Lines with "tunnel": please show every one of them from the listing below.

------------------------

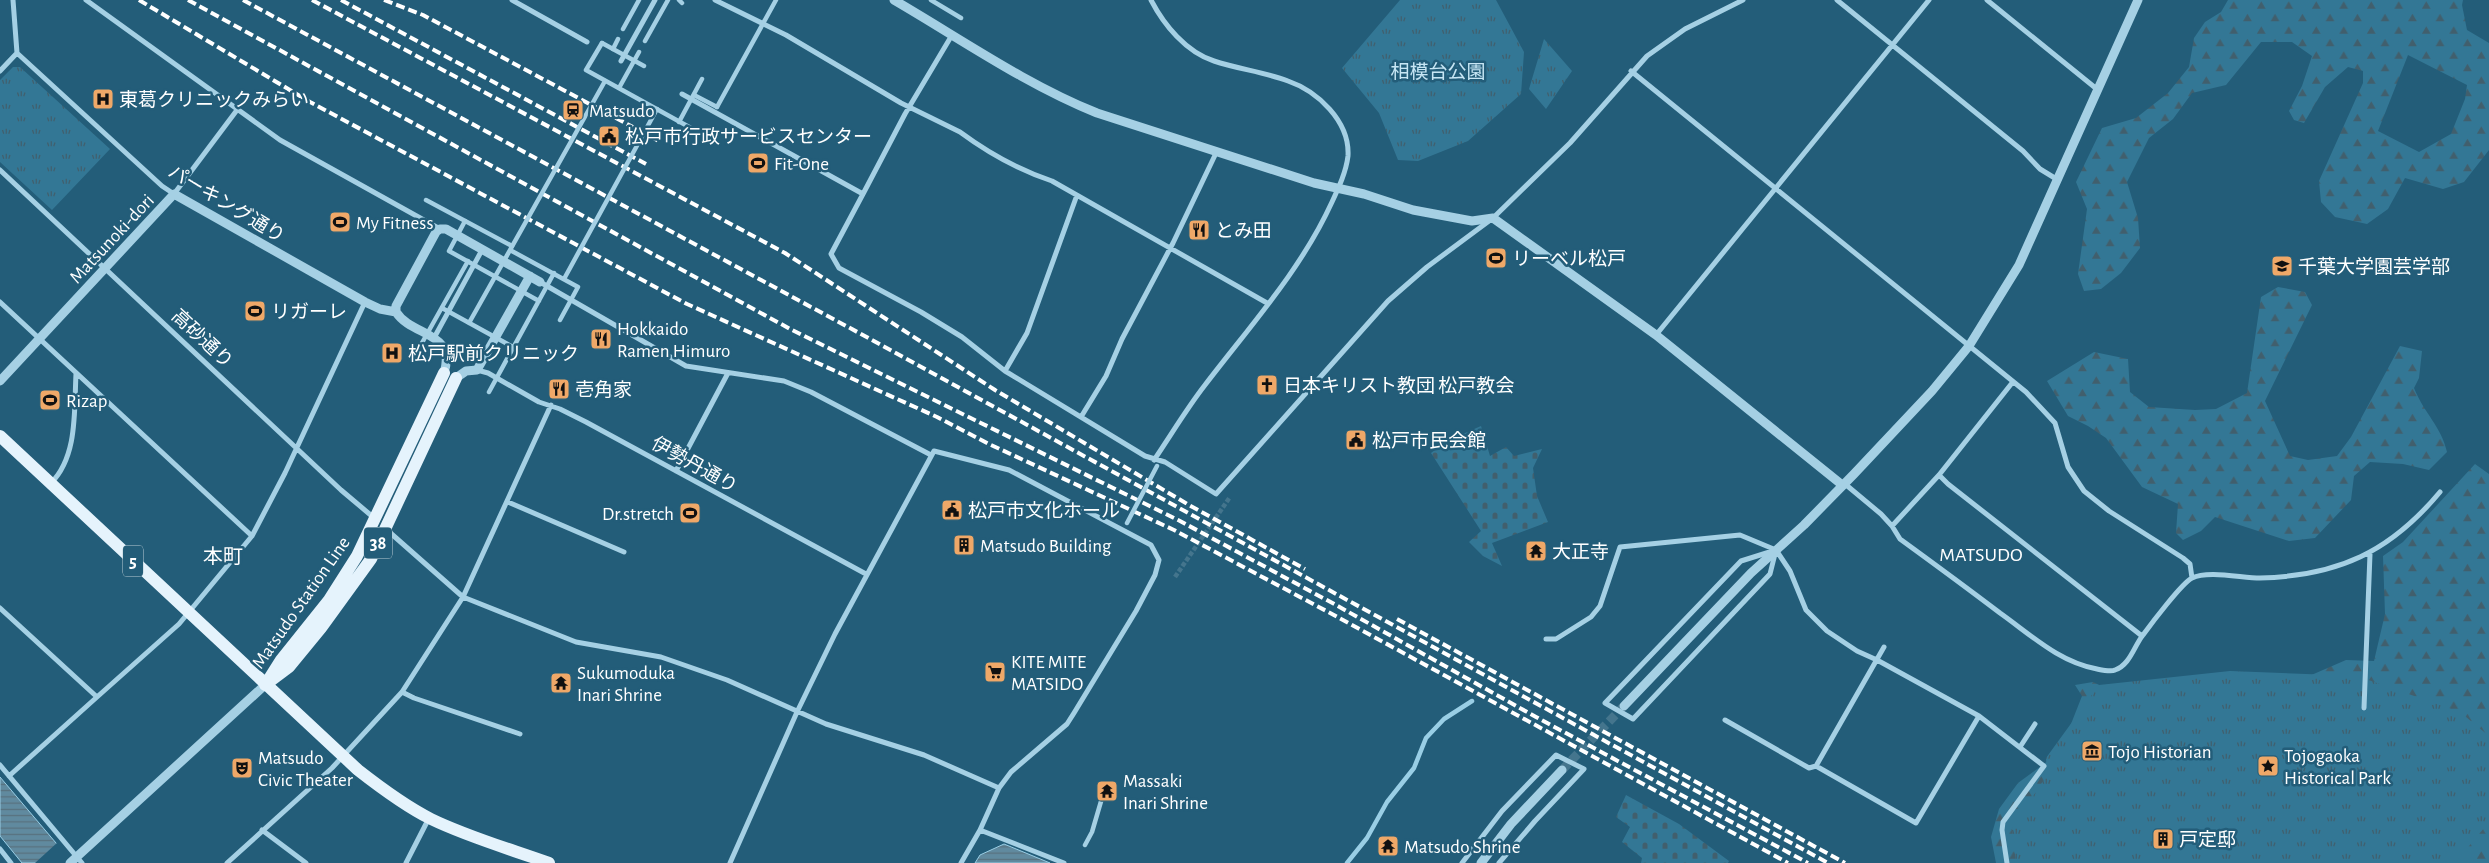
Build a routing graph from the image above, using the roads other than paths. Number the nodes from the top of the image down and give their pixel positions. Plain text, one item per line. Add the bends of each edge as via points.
1 (13, 0) edge
2 (86, 0) edge
3 (512, 0) edge
4 (639, 0) edge
5 (655, 0) edge
6 (668, 0) edge
7 (715, 0) edge
8 (776, 0) edge
9 (894, 0) edge
10 (932, 0) edge
11 (1151, 0) edge
12 (1742, 0) edge
13 (1837, 0) edge
14 (1929, 0) edge
15 (1987, 0) edge
16 (2138, 0) edge
17 (961, 18) dead end
18 (623, 29) dead end
19 (952, 34) junction
20 (618, 39) dead end
21 (645, 41) dead end
22 (587, 42) dead end
23 (1891, 45) junction
24 (613, 49) junction
25 (639, 52) dead end
26 (17, 53) junction
27 (634, 60) junction
28 (621, 61) dead end
29 (644, 66) dead end
30 (0, 71) edge
31 (1631, 71) junction
32 (702, 79) dead end
33 (605, 81) junction
34 (619, 88) junction
35 (2099, 90) junction
36 (682, 94) dead end
37 (694, 95) junction
38 (909, 107) junction
39 (657, 109) junction
40 (236, 110) junction
41 (679, 122) junction
42 (700, 134) dead end
43 (1217, 151) junction
44 (0, 170) edge
45 (2058, 180) junction
46 (1338, 189) junction
47 (1775, 189) junction
48 (174, 194) junction
49 (863, 194) junction
50 (1077, 195) junction
51 (426, 200) dead end
52 (1493, 218) junction
53 (465, 221) junction
54 (440, 229) junction
55 (511, 248) junction
56 (1170, 248) junction
57 (482, 250) junction
58 (468, 261) junction
59 (104, 268) junction
60 (554, 273) junction
61 (530, 276) junction
62 (495, 277) junction
63 (564, 279) junction
64 (540, 282) joint
65 (539, 301) junction
66 (0, 302) edge
67 (365, 302) junction
68 (1267, 303) junction
69 (442, 308) junction
70 (396, 312) junction
71 (560, 320) dead end
72 (470, 323) junction
73 (1656, 335) junction
74 (434, 338) junction
75 (39, 339) junction
76 (1968, 346) junction
77 (512, 347) junction
78 (414, 348) dead end
79 (477, 370) junction
80 (1005, 371) junction
81 (728, 373) junction
82 (76, 374) junction
83 (450, 376) junction
84 (0, 381) edge
85 (2012, 383) junction
86 (489, 392) dead end
87 (551, 405) junction
88 (1081, 417) junction
89 (0, 436) edge
90 (297, 446) junction
91 (931, 455) junction
92 (1154, 460) junction
93 (1157, 466) dead end
94 (676, 471) junction
95 (1939, 475) junction
96 (51, 484) junction
97 (1844, 484) junction
98 (2440, 492) dead end
99 (508, 502) junction
100 (375, 518) junction
101 (1127, 523) dead end
102 (1892, 526) junction
103 (385, 528) junction
104 (252, 536) junction
105 (1776, 550) junction
106 (624, 552) dead end
107 (2370, 554) junction
108 (866, 574) junction
109 (2192, 578) junction
110 (463, 597) junction
111 (0, 608) edge
112 (188, 612) junction
113 (2142, 636) junction
114 (1546, 639) dead end
115 (1884, 647) dead end
116 (1877, 660) junction
117 (265, 685) junction
118 (402, 692) junction
119 (96, 697) junction
120 (1624, 706) tunnel mouth
121 (2364, 708) dead end
122 (797, 712) junction
123 (1979, 716) junction
124 (1725, 720) dead end
125 (2035, 724) dead end
126 (520, 734) dead end
127 (2020, 747) junction
128 (342, 757) junction
129 (0, 765) edge
130 (1816, 766) junction
131 (1562, 770) tunnel mouth
132 (9, 776) junction
133 (999, 788) junction
134 (1102, 798) dead end
135 (429, 818) junction
136 (262, 830) junction
137 (980, 830) junction
138 (1085, 845) dead end
139 (0, 850) edge
140 (76, 860) edge
141 (11, 863) edge
142 (227, 863) edge
143 (306, 863) edge
144 (406, 863) edge
145 (549, 863) edge
146 (730, 863) edge
147 (961, 863) edge
148 (1064, 863) edge
149 (1462, 863) edge
150 (1481, 863) edge
151 (1499, 863) edge
152 (2007, 863) edge

1 - 26 street
2 - 40 street
3 - 22 street
4 - 18 street
5 - 28 street
6 - 21 street
7 - 38 street via 786,35
8 - 37 street, bridge via 717,107
9 - 19 street
10 - 17 street
11 - 46 street via 1172,33 1212,61 1287,80 1324,103 1334,114 1345,137 1345,172
12 - 31 street via 1685,29
13 - 23 street
14 - 23 street
15 - 35 street
16 - 35 street
19 - 38 street
19 - 43 street via 1062,99
20 - 24 street
23 - 45 street via 2023,151 2040,169
23 - 47 street
24 - 27 street, bridge
24 - 33 street, bridge via 602,43 586,70
25 - 27 street
26 - 30 street
26 - 48 street, パーキング通り
27 - 29 street, bridge
27 - 34 street
31 - 47 street
31 - 52 street via 1570,143
32 - 37 street, bridge
33 - 34 street
33 - 55 street, bridge
34 - 39 street
35 - 45 street
36 - 49 street
37 - 41 street, bridge
38 - 49 street
38 - 50 street via 960,132 1031,174
39 - 41 street
39 - 63 street, bridge
40 - 48 street, Matsunoki-dori
40 - 54 street via 280,140
41 - 42 street
43 - 46 street
43 - 56 street
44 - 59 street, 高砂通り
45 - 76 street via 2019,265
46 - 52 street via 1449,217 1472,221
46 - 68 street via 1321,227 1290,275
47 - 73 street
47 - 76 street
48 - 59 street, Matsunoki-dori
48 - 67 street, パーキング通り
49 - 80 street via 831,254 839,268 962,337
50 - 56 street
50 - 80 street via 1027,333
51 - 53 street
52 - 73 street
52 - 92 street via 1388,300 1216,494 1165,462
53 - 55 street
53 - 58 street, bridge via 449,251
54 - 57 street via 446,229
54 - 70 street via 396,306
55 - 60 street, bridge
55 - 62 street, bridge
56 - 68 street
56 - 88 street via 1106,376
57 - 61 street
57 - 74 street
58 - 62 street, bridge
58 - 69 street, bridge
59 - 75 street, Matsunoki-dori
59 - 90 street, 高砂通り
60 - 63 street, bridge
60 - 65 street, bridge
61 - 64 street
61 - 79 street
62 - 65 street, bridge
62 - 72 street, bridge
63 - 71 street, bridge via 578,287
64 - 81 street via 686,366
65 - 77 street, bridge
66 - 75 street
67 - 70 street, パーキング通り
67 - 90 street
68 - 92 street via 1203,387
69 - 72 street, bridge
69 - 78 street, bridge via 418,350
70 - 74 street via 403,320
72 - 77 street, bridge
73 - 97 street
74 - 83 street via 447,354
75 - 82 street
75 - 84 street, Matsunoki-dori
76 - 85 street
76 - 97 street via 1932,391
77 - 86 street, bridge
79 - 83 street
79 - 87 street, 伊勢丹通り
80 - 88 street
81 - 91 street via 784,381
81 - 94 street
82 - 96 street via 69,453
82 - 104 street
83 - 100 main road, Matsudo Station Line / 38
83 - 103 main road, Matsudo Station Line / 38
85 - 95 street
85 - 109 street via 2026,392 2055,424 2068,467 2078,485 2109,511 2183,558 2190,564
87 - 94 street, 伊勢丹通り
87 - 99 street
88 - 92 street
89 - 96 main road, 5
90 - 100 street, 高砂通り
90 - 104 street
91 - 108 street
91 - 133 street via 934,451 1009,470 1151,545 1159,560 1155,575 1136,611 1067,724 1012,772
93 - 101 street, bridge
94 - 108 street, 伊勢丹通り
95 - 102 street
95 - 113 street
96 - 112 main road, 5
97 - 102 street
97 - 105 street
98 - 107 street via 2403,531
99 - 106 street
99 - 110 street
100 - 103 street, 高砂通り
100 - 117 main road, Matsudo Station Line / 38 via 345,576
102 - 113 street via 1900,539 2068,661 2114,671 2125,664
103 - 110 street, 高砂通り
103 - 117 main road, Matsudo Station Line / 38 via 371,558 321,628 289,667
104 - 112 street
105 - 105 street via 1741,562 1605,704 1632,719 1770,574
105 - 114 street via 1740,535 1620,547 1600,606 1591,617 1556,639
105 - 116 street via 1790,571 1806,610 1816,622 1840,642
105 - 120 street
107 - 109 street via 2315,573 2259,578 2206,575
107 - 121 street
108 - 122 street
109 - 113 street
110 - 118 street
110 - 122 street, 高砂通り via 576,642 661,658 727,680
111 - 119 street
112 - 117 main road, 5
112 - 119 street via 179,624
115 - 116 street
116 - 123 street
116 - 130 street
117 - 128 main road, 5
117 - 140 street
118 - 126 street
118 - 128 street
119 - 132 street
122 - 133 street, 高砂通り via 924,755
122 - 146 street
123 - 127 street
123 - 130 street via 1916,823
124 - 130 street via 1810,768
125 - 127 street
127 - 152 street via 2044,766 2003,822
128 - 135 main road, 5 via 378,786
128 - 136 street
129 - 132 street
131 - 150 street via 1511,824
132 - 140 street
133 - 137 street
134 - 138 street
135 - 144 street
135 - 145 main road, 5
136 - 142 street
136 - 143 street
137 - 147 street
137 - 148 street
139 - 141 street
149 - 151 street via 1502,811 1556,755 1584,769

------------------------

Output below:
120 (1624, 706) tunnel mouth
131 (1562, 770) tunnel mouth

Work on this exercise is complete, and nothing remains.